Content starts

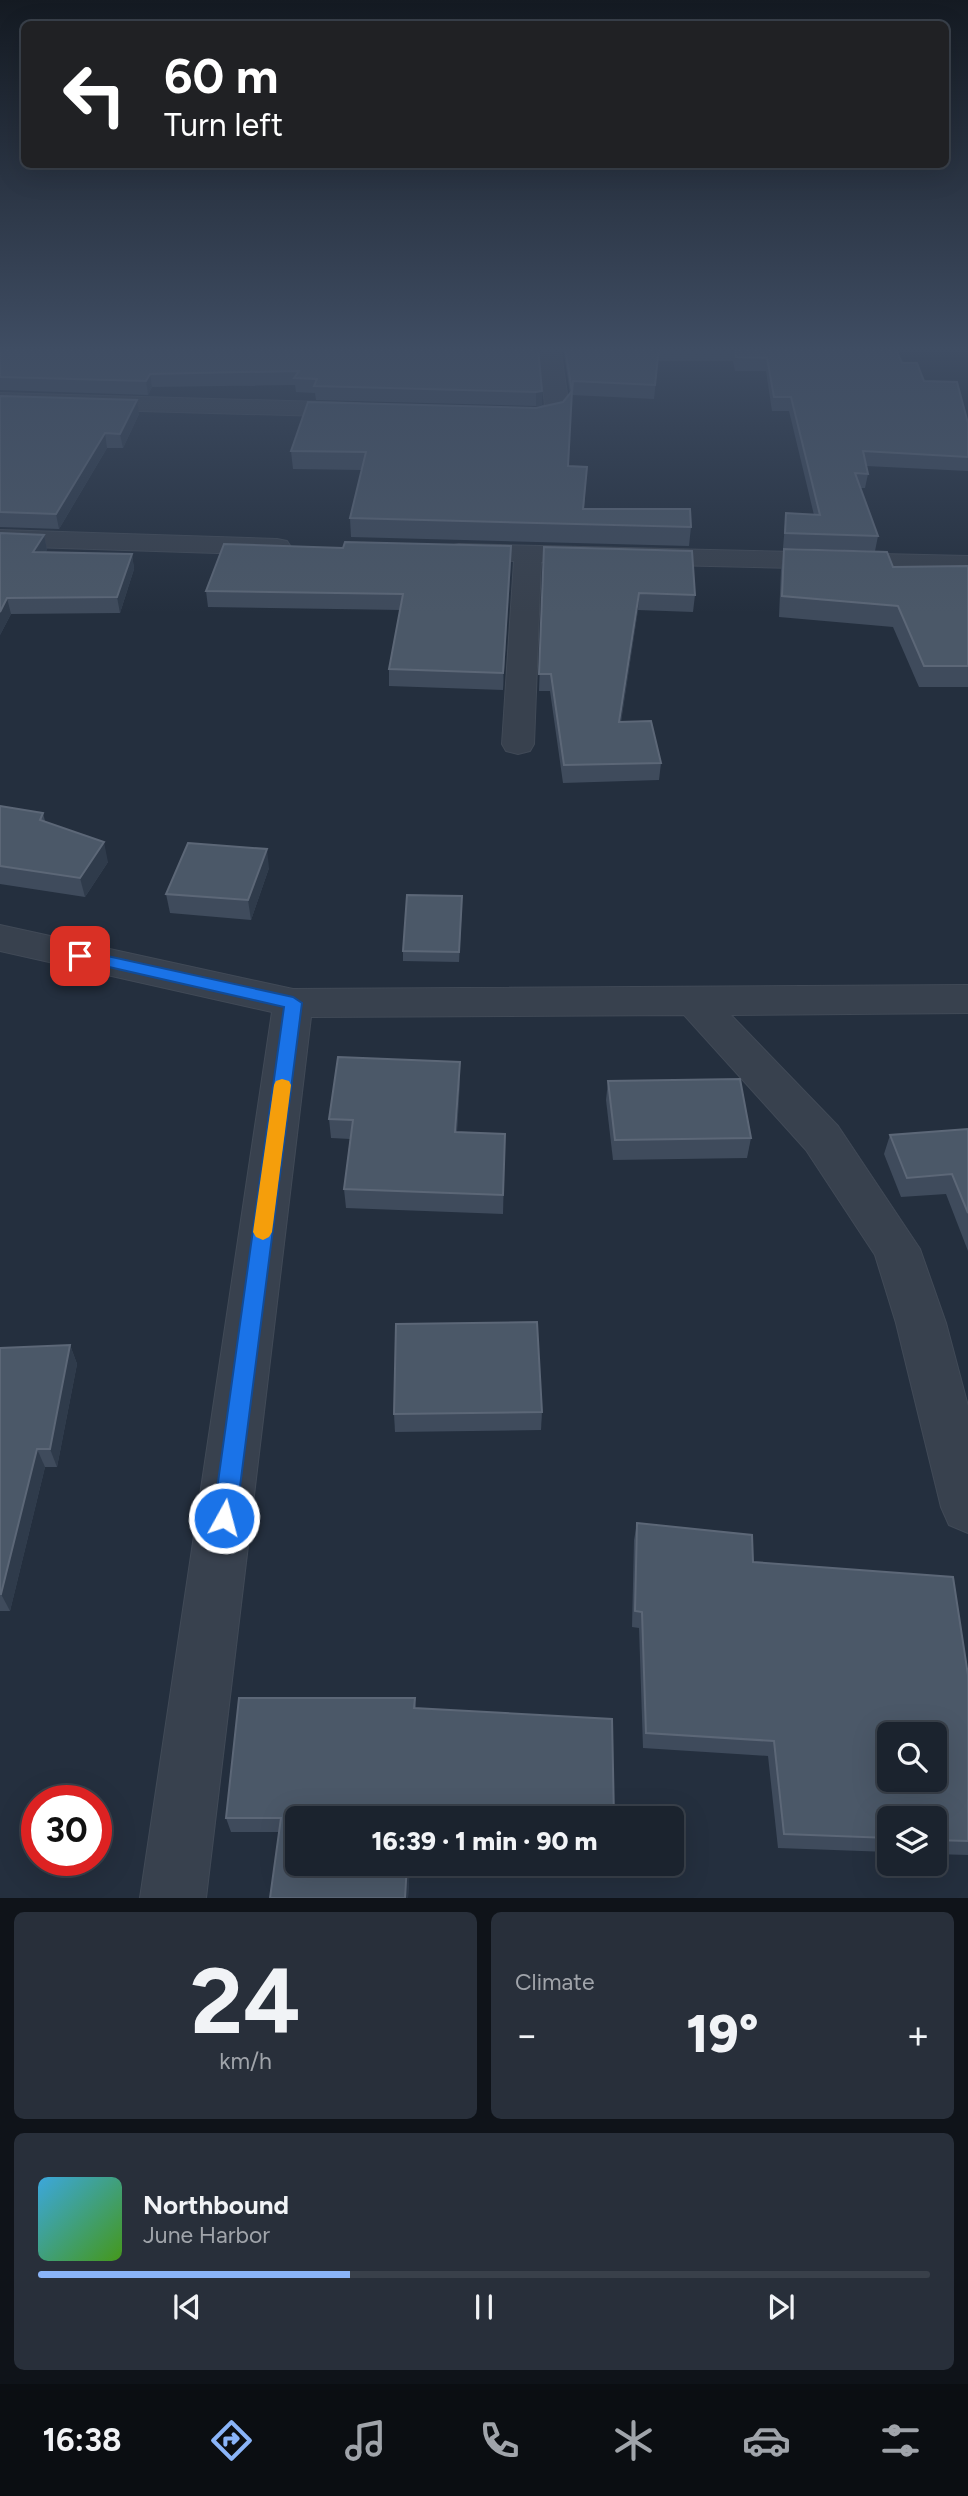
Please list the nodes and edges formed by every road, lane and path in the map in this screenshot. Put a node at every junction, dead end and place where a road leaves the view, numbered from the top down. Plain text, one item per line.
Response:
1 (0, 538) edge
2 (299, 548) edge
3 (435, 552) edge
4 (528, 553) junction
5 (968, 564) edge
6 (518, 744) dead end
7 (0, 938) edge
8 (968, 999) edge
9 (694, 1000) junction
10 (293, 1003) junction
11 (968, 1507) edge
12 (173, 1898) edge

1 - 2 street
3 - 4 street
4 - 5 street
4 - 6 street
7 - 10 street
8 - 9 street
9 - 10 street
9 - 11 street
10 - 12 street

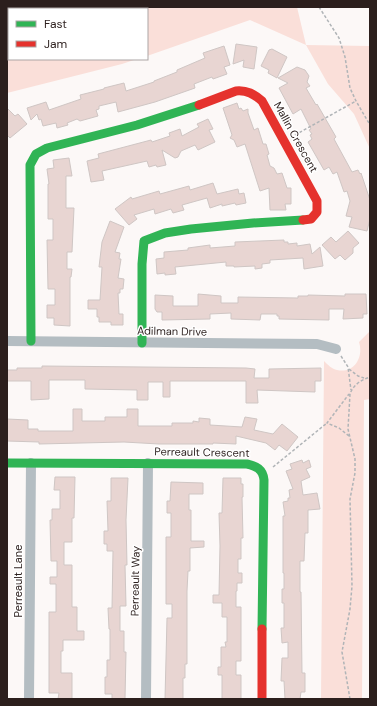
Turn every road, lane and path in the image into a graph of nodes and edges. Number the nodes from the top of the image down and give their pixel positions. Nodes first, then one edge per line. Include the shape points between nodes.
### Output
1 (319, 7) edge
2 (356, 101) junction
3 (370, 125) edge
4 (292, 136) dead end
5 (7, 341) edge
6 (30, 341) junction
7 (142, 342) junction
8 (336, 349) joint
9 (349, 368) junction
10 (370, 377) edge
11 (365, 379) junction
12 (351, 390) junction
13 (350, 394) junction
14 (327, 423) junction
15 (350, 436) junction
16 (7, 462) edge
17 (31, 463) junction
18 (148, 463) junction
19 (275, 466) dead end
20 (29, 699) edge
21 (146, 699) edge
22 (262, 699) edge
23 (350, 699) edge

1 - 2 path via 339,38 350,88
2 - 3 path
2 - 4 path
5 - 6 street, Adilman Drive
6 - 7 street, Adilman Drive
6 - 7 street, Mallin Crescent via 32,158 47,148 137,125 236,91 252,93 265,105 315,196 317,212 311,219 191,229 165,233 144,241
7 - 8 street, Adilman Drive via 318,344
8 - 9 path
9 - 11 path
9 - 12 path
10 - 11 path
11 - 12 path
12 - 13 path
13 - 14 path
13 - 15 path
14 - 15 path
14 - 19 path
15 - 23 path via 355,458 350,498 352,586 342,652
16 - 17 street, Perreault Crescent
17 - 18 street, Perreault Crescent
17 - 20 street, Perreault Lane
18 - 21 street, Perreault Way
18 - 22 street, Perreault Crescent via 247,464 259,468 264,475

Content ends

### ACTION ITEM
Word for word, set down every record, keeping the images out.

### SOLUTION FOR THIS TASK
Please list the nodes and edges formed by every road, lane and path in the map in this screenshot. Put a node at every junction, dead end and place where a road leaves the view, numbered from the top down. Plain text, one item per line.
Response:
1 (0, 538) edge
2 (299, 548) edge
3 (435, 552) edge
4 (528, 553) junction
5 (968, 564) edge
6 (518, 744) dead end
7 (0, 938) edge
8 (968, 999) edge
9 (694, 1000) junction
10 (293, 1003) junction
11 (968, 1507) edge
12 (173, 1898) edge

1 - 2 street
3 - 4 street
4 - 5 street
4 - 6 street
7 - 10 street
8 - 9 street
9 - 10 street
9 - 11 street
10 - 12 street

Turn every road, lane and path in the image into a graph of nodes and edges. Number the nodes from the top of the image down and give their pixel positions. Nodes first, then one edge per line. Include the shape points between nodes.
### Output
1 (319, 7) edge
2 (356, 101) junction
3 (370, 125) edge
4 (292, 136) dead end
5 (7, 341) edge
6 (30, 341) junction
7 (142, 342) junction
8 (336, 349) joint
9 (349, 368) junction
10 (370, 377) edge
11 (365, 379) junction
12 (351, 390) junction
13 (350, 394) junction
14 (327, 423) junction
15 (350, 436) junction
16 (7, 462) edge
17 (31, 463) junction
18 (148, 463) junction
19 (275, 466) dead end
20 (29, 699) edge
21 (146, 699) edge
22 (262, 699) edge
23 (350, 699) edge

1 - 2 path via 339,38 350,88
2 - 3 path
2 - 4 path
5 - 6 street, Adilman Drive
6 - 7 street, Adilman Drive
6 - 7 street, Mallin Crescent via 32,158 47,148 137,125 236,91 252,93 265,105 315,196 317,212 311,219 191,229 165,233 144,241
7 - 8 street, Adilman Drive via 318,344
8 - 9 path
9 - 11 path
9 - 12 path
10 - 11 path
11 - 12 path
12 - 13 path
13 - 14 path
13 - 15 path
14 - 15 path
14 - 19 path
15 - 23 path via 355,458 350,498 352,586 342,652
16 - 17 street, Perreault Crescent
17 - 18 street, Perreault Crescent
17 - 20 street, Perreault Lane
18 - 21 street, Perreault Way
18 - 22 street, Perreault Crescent via 247,464 259,468 264,475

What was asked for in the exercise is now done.